ASSIGNMENT: Tally the lines in the data below where the word "from" appears, and give the tally alone.

--- PROVIDED DATA ---

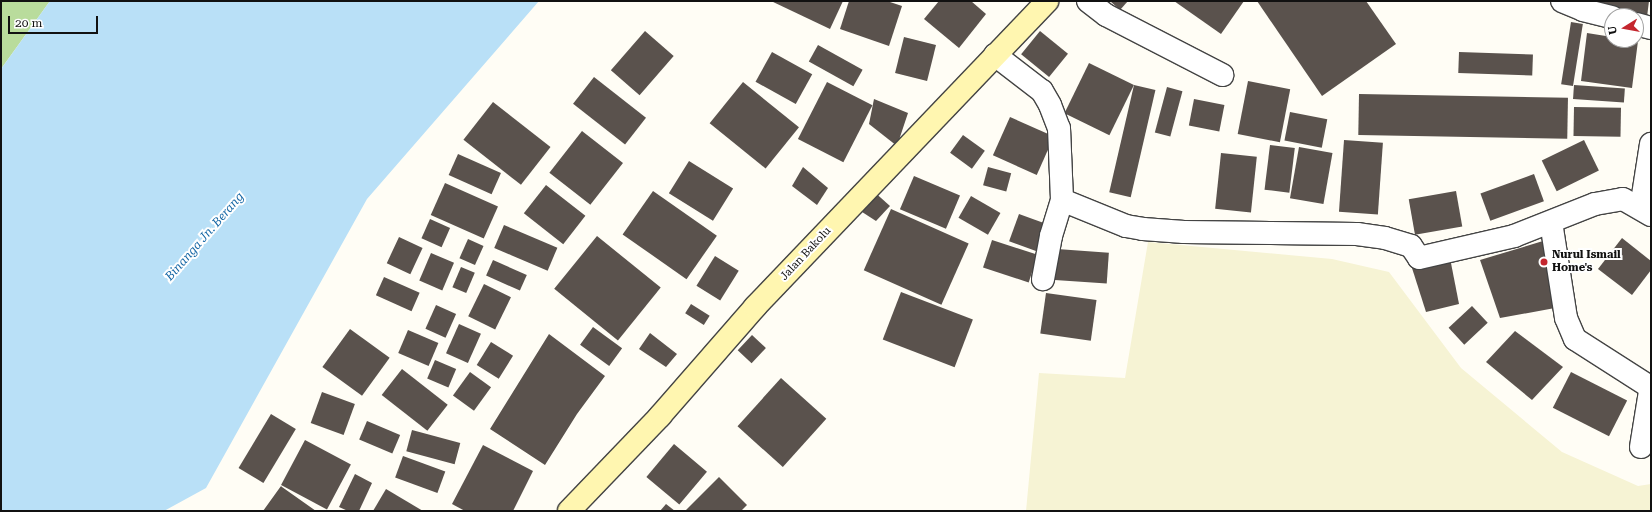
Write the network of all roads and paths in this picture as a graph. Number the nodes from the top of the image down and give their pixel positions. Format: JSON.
{"nodes":[{"id":1,"x":1047,"y":1,"type":"edge"},
{"id":2,"x":1088,"y":1,"type":"edge"},
{"id":3,"x":1562,"y":1,"type":"edge"},
{"id":4,"x":1604,"y":15,"type":"edge"},
{"id":5,"x":995,"y":55,"type":"junction"},
{"id":6,"x":1222,"y":76,"type":"dead end"},
{"id":7,"x":1651,"y":144,"type":"edge"},
{"id":8,"x":1062,"y":200,"type":"junction"},
{"id":9,"x":1646,"y":212,"type":"edge"},
{"id":10,"x":1551,"y":222,"type":"junction"},
{"id":11,"x":1043,"y":280,"type":"dead end"},
{"id":12,"x":1651,"y":386,"type":"edge"},
{"id":13,"x":1642,"y":447,"type":"dead end"},
{"id":14,"x":569,"y":511,"type":"edge"}],
"edges":[{"from":1,"to":5,"type":"main road","name":"Jalan Bakolu"},
{"from":2,"to":6,"type":"street"},
{"from":3,"to":4,"type":"street"},
{"from":5,"to":8,"type":"street"},
{"from":5,"to":14,"type":"main road","name":"Jalan Bakolu"},
{"from":7,"to":9,"type":"street"},
{"from":8,"to":10,"type":"street"},
{"from":8,"to":11,"type":"street"},
{"from":9,"to":10,"type":"street"},
{"from":10,"to":12,"type":"street"},
{"from":12,"to":13,"type":"street"}]}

---

ANSWER TO THIS TASK: 12